A reminder that fireworks are prohibited year-round at all WDFW wildlife and water access areas around the state
Before leaving for a camping or hiking trip for the long 4th of July weekend, be sure you are familiar with campfires and other restrictions on public lands in eastern Washington. Depending upon regional fire conditions, varying restrictions are in place to reduce the chance of wildfires on properties managed by the Washington Department of Fish and Wildlife (WDFW).
While wildfire risk is increasing, it is still moderate in most places in eastern Washington. Areas with greater risk already have campfire restrictions in place, such as within the Green Dot system of recreational areas in Yakima, Kittitas, and Chelan counties. Those areas observe fire restrictions between April 15 and Oct. 15 each year. WDFW properties within the Green Dot system include the Oak Creek, Colockum, and Wenas wildlife areas, and the LT Murray wildlife area, which includes the Quilomene and Whiskey Dick wildlife units.
Campfire restrictions are currently in place throughout the Columbia Basin, Chelan, Big Bend, Wells, Sagebrush Flat, and Klickitat wildlife areas as well. As a reminder, campfires are restricted year-round on the Sunnyside-Snake River Wildlife Area.
Additional restrictions are expected to go into place at the remainder of WDFW eastern Washington properties following the holiday weekend according to the observed fire risk.
“Early July is the traditional time for emergency fire restrictions to take effect in eastern Washington, outside of the areas with set annual closures,” said Cynthia Wilkerson, WDFW Lands Division Manager. “That said, the cool, wet spring means that current wildfire risk remains low in some areas of the state including the southeast and northeast corners. As such, we have decided not to enact restrictions on all WDFW lands in eastern Washington at this time and will continue to monitor the fire risk closely. We expect to adopt additional restrictions to reduce the chances of human-caused wildfire soon.”
A reminder that fireworks are prohibited year-round at all WDFW wildlife and water access areas around the state. Please also be careful not to drive or park on dry grass. With the wet spring, there are more areas of tall grass. When dry, it can present a fire danger if sparks land in it.

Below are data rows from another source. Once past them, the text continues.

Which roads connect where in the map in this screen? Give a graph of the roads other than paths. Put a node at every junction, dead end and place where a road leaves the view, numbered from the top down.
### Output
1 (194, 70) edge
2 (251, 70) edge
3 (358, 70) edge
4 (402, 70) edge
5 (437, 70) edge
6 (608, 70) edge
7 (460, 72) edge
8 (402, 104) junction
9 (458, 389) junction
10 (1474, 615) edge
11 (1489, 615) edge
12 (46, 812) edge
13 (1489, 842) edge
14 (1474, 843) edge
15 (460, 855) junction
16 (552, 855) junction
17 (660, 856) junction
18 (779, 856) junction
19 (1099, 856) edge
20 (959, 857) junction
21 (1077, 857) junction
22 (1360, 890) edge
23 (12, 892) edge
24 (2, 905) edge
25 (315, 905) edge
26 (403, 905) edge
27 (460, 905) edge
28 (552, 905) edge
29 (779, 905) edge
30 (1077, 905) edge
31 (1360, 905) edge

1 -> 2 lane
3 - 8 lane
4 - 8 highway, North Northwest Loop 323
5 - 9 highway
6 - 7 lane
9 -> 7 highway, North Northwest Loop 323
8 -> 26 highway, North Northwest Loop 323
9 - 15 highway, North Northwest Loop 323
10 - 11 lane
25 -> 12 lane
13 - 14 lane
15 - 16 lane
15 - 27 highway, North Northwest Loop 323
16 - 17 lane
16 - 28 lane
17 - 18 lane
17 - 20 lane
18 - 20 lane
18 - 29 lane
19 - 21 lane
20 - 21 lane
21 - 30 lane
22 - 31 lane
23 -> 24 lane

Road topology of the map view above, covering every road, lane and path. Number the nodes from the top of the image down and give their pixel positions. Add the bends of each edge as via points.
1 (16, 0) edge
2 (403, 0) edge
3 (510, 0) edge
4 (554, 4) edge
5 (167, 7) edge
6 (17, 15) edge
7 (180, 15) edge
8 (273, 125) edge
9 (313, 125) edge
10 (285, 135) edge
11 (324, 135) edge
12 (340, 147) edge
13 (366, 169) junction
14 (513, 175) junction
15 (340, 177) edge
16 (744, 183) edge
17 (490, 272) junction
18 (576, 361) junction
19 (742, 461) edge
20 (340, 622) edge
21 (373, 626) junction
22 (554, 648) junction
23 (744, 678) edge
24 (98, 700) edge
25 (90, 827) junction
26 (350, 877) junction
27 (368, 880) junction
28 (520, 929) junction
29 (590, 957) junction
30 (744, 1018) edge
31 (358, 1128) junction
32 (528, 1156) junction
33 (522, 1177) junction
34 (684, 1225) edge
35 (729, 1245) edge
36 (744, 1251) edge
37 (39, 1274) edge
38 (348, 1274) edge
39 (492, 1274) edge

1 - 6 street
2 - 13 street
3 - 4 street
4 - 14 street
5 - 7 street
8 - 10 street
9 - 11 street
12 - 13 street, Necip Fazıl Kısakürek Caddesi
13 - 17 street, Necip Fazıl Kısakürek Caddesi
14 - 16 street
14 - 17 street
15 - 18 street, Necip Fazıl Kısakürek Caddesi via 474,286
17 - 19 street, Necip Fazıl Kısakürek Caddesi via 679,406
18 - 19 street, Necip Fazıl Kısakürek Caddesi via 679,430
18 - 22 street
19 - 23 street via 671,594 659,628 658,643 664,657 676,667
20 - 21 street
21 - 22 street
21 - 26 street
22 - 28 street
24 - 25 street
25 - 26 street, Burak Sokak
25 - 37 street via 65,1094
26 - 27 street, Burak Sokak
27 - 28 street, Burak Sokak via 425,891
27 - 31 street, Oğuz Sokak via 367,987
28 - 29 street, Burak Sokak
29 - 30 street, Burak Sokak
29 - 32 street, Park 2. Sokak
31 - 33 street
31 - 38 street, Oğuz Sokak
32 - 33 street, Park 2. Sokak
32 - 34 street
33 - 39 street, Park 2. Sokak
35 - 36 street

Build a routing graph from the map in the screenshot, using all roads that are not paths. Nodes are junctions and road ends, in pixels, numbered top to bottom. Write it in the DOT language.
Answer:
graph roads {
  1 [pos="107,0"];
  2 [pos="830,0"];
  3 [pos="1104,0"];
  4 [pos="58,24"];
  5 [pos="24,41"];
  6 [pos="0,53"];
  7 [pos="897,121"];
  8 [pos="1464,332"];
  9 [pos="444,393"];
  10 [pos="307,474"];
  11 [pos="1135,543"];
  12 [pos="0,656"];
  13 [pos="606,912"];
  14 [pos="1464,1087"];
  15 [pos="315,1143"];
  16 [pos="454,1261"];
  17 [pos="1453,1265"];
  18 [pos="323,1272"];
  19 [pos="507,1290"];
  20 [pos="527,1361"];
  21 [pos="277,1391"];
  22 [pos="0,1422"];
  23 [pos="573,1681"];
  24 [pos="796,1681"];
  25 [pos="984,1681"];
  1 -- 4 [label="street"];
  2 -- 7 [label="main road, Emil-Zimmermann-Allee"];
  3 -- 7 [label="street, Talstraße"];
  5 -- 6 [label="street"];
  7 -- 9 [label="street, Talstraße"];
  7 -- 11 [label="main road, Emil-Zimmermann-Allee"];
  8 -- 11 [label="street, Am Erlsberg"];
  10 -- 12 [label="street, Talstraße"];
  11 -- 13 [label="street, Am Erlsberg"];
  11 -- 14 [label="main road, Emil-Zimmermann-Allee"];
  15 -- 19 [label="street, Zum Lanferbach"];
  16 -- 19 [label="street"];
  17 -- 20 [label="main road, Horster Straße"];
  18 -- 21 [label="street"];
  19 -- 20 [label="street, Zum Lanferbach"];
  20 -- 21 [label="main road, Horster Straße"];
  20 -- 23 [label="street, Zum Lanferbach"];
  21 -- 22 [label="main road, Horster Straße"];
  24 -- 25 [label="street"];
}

Other public land managers are also putting fire restrictions into effect or considering them. The Department of Natural Resources (DNR) is restricting campfires and other activities at its properties statewide as of July 1. The United States Forest Service (USFS) does not currently have public use restrictions in place for the Umatilla, Okanogan-Wenatchee, and Colville national forests; USFS phases in restrictions as conditions warrant.
The Washington Department of Fish and Wildlife works to preserve, protect, and perpetuate fish, wildlife and ecosystems while providing sustainable fish and wildlife recreational and commercial opportunities. The Department manages more than a million acres of public land (including over 700 in eastern Washington), with 33 wildlife areas and more than 450 water access areas around the state. These public lands help sustain wildlife habitat and public recreation opportunities for current and future generations.